WORKING DATA –
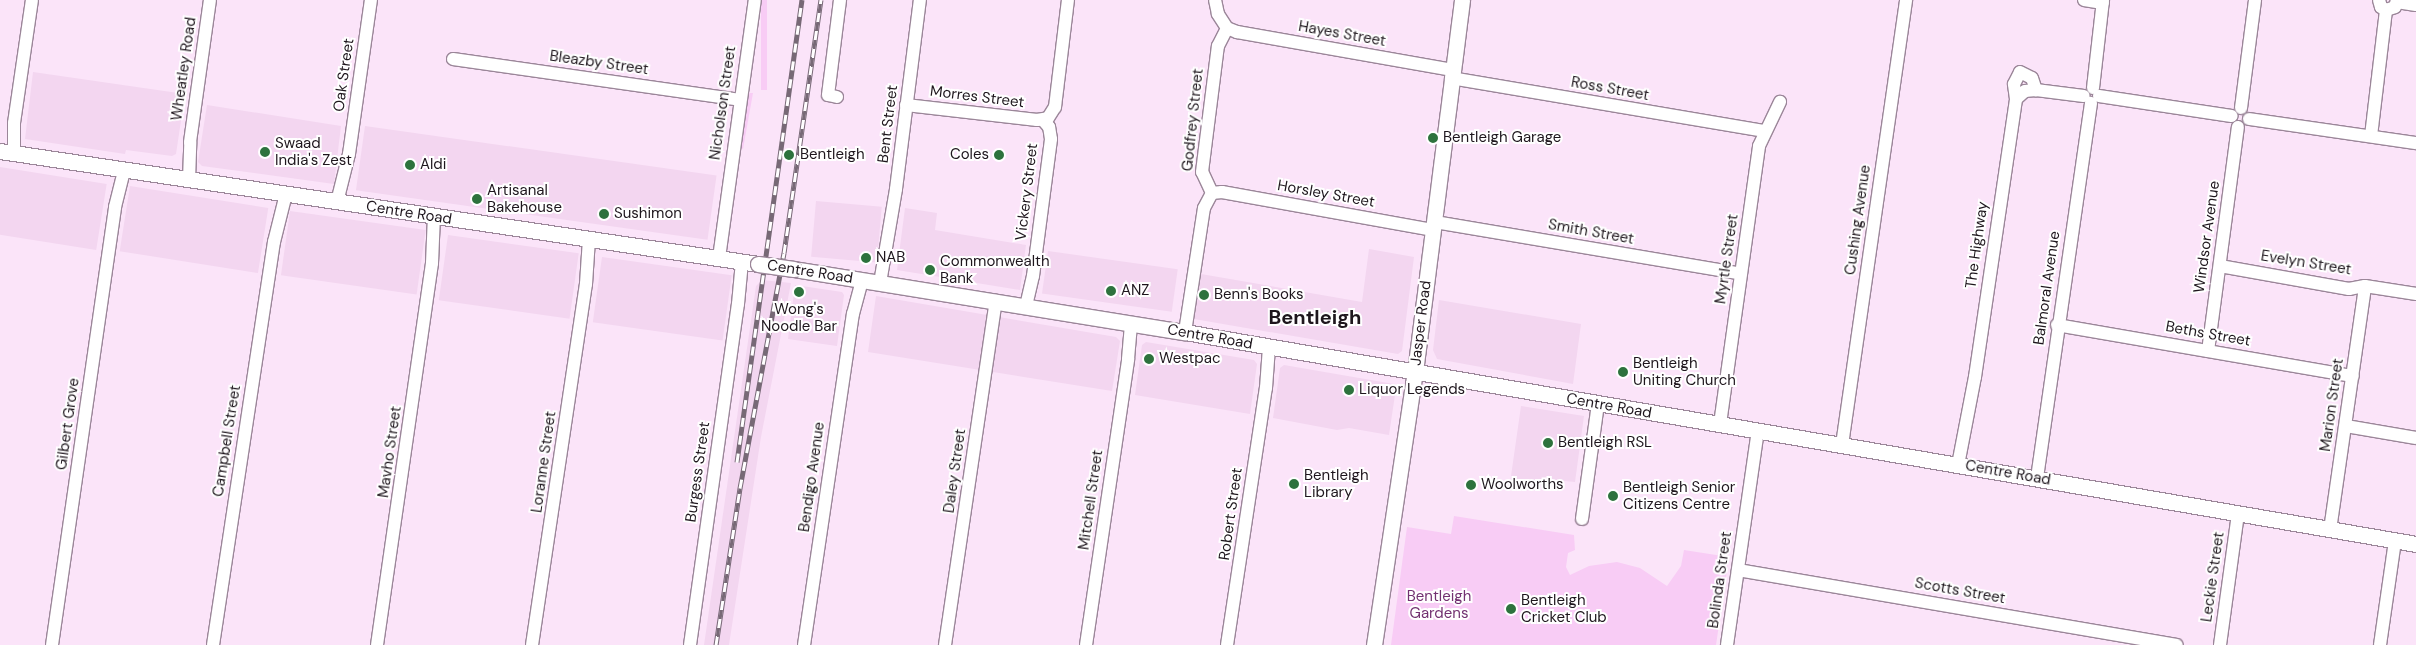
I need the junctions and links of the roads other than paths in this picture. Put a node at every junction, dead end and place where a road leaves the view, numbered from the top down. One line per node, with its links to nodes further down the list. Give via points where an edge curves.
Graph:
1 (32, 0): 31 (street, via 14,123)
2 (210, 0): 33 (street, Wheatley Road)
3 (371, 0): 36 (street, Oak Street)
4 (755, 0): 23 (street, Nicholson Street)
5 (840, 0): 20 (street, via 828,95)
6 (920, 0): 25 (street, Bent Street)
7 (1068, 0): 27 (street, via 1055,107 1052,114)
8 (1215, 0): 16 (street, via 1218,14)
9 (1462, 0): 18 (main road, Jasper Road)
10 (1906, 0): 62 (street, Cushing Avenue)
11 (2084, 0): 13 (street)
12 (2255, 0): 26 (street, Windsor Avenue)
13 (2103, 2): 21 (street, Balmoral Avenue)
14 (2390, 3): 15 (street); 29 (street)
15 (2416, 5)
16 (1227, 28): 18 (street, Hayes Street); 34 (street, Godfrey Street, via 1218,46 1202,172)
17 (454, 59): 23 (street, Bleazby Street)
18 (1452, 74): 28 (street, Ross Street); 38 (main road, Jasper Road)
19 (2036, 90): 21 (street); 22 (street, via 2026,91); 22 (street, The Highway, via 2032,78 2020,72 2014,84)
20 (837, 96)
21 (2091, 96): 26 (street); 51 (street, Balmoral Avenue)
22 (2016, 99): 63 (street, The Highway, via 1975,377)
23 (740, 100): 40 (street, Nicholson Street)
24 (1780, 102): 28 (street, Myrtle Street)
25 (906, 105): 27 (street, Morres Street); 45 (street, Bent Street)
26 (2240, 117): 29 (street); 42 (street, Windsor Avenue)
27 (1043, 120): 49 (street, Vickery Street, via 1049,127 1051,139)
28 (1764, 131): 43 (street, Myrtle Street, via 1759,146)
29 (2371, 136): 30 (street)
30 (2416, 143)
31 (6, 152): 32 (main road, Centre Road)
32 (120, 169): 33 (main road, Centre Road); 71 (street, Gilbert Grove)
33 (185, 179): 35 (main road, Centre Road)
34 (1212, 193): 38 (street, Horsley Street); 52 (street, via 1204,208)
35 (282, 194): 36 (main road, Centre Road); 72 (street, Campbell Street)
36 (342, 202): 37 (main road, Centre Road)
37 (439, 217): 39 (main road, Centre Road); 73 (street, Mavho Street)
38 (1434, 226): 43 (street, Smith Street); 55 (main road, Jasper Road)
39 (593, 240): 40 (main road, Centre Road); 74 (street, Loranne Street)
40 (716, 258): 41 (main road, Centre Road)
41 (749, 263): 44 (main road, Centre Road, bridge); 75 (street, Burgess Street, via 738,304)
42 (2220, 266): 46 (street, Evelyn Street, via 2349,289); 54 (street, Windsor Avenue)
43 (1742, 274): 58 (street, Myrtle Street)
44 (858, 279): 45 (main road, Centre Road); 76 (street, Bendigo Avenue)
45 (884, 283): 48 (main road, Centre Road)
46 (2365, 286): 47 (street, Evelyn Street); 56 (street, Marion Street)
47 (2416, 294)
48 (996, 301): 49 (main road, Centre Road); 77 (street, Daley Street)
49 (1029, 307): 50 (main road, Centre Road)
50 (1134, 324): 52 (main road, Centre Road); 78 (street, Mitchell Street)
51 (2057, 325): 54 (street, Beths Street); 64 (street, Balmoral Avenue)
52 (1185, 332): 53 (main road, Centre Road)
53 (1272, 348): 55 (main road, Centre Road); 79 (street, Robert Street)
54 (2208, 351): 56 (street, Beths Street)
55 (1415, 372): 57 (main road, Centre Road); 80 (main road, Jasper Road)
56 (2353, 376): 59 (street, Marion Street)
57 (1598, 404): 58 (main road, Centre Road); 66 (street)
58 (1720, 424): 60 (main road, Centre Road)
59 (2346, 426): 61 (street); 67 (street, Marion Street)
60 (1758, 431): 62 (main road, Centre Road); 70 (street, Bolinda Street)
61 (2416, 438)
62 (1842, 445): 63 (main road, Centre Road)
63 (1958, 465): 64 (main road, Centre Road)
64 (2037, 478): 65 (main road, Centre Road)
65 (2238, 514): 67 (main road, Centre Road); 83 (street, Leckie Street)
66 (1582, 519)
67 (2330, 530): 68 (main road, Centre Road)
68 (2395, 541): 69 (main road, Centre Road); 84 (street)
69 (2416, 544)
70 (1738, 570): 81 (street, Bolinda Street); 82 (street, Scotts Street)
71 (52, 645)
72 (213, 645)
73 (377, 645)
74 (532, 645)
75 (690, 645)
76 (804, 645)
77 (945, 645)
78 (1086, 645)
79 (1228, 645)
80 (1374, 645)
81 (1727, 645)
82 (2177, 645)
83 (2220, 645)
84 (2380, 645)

INSTRUCTIONS FOR THE TASK – Pull every line containing the word "Marion" out of the listing.

SOLUTION TO THIS TASK –
46 (2365, 286): 47 (street, Evelyn Street); 56 (street, Marion Street)
56 (2353, 376): 59 (street, Marion Street)
59 (2346, 426): 61 (street); 67 (street, Marion Street)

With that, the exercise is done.